Build-it-yourself machines may need a BIOS update to accommodate CPUs or memory timings that are newer than the motherboard.
Built a lot of machines in my time... and never once had to flash a BIOS for either of those reasons. Why would you buy mismatched components in the first place? That seems odd to me. Mobo, CPU and RAM are 3 components tied at the hip. Upgrade one, upgrade all IMO... or at least buy 'contemporaneous' upgrades that are compatible.
Quote:
Originally Posted by EdGr View Post
The BIOS still initializes the hardware.
If it recognizes the hardware, yes, but even then Linux ignores it.

The opposite is true too. I once had a SCSI card which was completely unrecognized by my BIOS, but I could use it under Linux without issue (it did not have my boot drive attached to it).
Quote:
Originally Posted by EdGr View Post
BIOSes for build-it-yourself machines have a bewildering number of settings that control how the hardware runs.

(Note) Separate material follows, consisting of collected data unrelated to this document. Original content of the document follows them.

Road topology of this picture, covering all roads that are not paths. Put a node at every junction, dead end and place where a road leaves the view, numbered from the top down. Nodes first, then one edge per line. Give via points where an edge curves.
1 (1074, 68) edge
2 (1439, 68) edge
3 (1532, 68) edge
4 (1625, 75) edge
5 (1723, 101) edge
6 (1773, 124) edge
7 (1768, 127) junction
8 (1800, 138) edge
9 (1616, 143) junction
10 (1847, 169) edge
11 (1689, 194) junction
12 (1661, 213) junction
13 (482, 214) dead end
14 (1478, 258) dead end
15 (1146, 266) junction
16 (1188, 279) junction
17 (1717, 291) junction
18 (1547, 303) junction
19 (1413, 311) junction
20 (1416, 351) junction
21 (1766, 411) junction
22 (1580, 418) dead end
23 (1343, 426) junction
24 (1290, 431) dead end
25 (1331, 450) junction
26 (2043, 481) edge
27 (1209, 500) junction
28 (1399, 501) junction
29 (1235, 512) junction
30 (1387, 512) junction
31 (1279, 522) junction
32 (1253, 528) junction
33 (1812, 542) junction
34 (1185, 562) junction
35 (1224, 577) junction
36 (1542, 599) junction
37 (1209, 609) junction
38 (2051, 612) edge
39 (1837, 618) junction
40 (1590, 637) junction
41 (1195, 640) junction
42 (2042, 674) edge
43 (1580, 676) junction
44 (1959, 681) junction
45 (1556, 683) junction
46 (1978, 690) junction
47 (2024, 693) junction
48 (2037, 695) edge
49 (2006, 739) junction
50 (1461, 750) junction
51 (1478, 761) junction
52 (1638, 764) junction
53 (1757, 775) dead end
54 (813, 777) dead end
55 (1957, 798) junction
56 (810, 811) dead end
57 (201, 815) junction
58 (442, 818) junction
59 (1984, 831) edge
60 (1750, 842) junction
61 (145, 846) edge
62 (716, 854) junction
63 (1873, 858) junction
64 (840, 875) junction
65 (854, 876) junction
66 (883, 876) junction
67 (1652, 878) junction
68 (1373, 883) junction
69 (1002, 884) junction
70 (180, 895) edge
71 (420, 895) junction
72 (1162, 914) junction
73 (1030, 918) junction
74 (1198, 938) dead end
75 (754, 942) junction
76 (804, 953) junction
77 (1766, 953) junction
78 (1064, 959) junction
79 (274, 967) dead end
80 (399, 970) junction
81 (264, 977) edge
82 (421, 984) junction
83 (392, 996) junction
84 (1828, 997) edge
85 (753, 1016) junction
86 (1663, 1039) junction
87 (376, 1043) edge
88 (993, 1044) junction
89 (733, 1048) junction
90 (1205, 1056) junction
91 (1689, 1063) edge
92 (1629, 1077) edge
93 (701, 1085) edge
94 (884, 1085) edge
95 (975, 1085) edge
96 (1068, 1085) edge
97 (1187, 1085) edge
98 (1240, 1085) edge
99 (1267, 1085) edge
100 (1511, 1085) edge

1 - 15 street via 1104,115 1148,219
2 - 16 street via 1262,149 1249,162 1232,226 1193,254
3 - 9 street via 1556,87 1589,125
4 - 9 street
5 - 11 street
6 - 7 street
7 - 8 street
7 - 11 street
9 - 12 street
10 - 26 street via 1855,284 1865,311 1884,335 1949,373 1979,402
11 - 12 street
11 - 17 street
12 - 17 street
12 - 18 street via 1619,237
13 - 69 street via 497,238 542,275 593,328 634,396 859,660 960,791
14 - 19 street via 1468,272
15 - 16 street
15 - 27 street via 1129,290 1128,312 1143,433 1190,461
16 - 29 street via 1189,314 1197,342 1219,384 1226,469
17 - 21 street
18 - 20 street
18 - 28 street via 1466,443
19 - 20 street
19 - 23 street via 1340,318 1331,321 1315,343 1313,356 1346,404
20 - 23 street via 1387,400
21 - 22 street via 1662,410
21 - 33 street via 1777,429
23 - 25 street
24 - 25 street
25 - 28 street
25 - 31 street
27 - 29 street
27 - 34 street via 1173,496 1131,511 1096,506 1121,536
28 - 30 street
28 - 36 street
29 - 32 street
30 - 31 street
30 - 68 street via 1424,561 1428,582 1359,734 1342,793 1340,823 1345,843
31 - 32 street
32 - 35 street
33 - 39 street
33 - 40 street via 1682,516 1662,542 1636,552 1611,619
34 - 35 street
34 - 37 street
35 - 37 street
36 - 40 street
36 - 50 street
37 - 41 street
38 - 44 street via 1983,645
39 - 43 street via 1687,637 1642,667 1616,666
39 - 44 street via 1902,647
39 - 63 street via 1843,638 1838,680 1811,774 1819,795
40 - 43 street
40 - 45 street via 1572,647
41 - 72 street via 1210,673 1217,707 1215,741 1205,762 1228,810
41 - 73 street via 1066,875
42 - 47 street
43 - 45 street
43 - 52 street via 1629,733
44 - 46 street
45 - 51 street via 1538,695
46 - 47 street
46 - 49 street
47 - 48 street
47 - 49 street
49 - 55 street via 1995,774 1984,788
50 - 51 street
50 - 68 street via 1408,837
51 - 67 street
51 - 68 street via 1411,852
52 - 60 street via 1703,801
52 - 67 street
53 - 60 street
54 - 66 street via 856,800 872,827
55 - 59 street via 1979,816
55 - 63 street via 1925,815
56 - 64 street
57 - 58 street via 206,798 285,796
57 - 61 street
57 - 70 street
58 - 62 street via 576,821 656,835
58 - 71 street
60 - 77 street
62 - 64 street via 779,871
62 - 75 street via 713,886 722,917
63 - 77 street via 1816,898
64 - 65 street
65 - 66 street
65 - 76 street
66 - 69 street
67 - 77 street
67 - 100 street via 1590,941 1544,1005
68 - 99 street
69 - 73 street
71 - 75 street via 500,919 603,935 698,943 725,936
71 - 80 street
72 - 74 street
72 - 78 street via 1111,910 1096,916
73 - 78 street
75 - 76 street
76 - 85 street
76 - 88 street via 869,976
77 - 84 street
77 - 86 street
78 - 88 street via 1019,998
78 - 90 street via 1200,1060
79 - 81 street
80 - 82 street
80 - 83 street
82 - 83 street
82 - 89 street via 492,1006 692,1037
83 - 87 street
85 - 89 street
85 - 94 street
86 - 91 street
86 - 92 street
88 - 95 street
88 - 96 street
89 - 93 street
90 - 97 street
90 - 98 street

Yes, and all of them will be ignored and can be overridden by Linux. Eg: you can use 'date' under Linux to set the hardware clock.
Quote:
Originally Posted by EdGr View Post
My current machine is brick-proof: the motherboard has two independent, socketed BIOS chips and a switch to select which one to use. The manufacturer realized that the target customer (enthusiasts/overclockers) would otherwise brick it.
Yeah, got a few DualBios machines myself... but I still fail to see any reason to touch it.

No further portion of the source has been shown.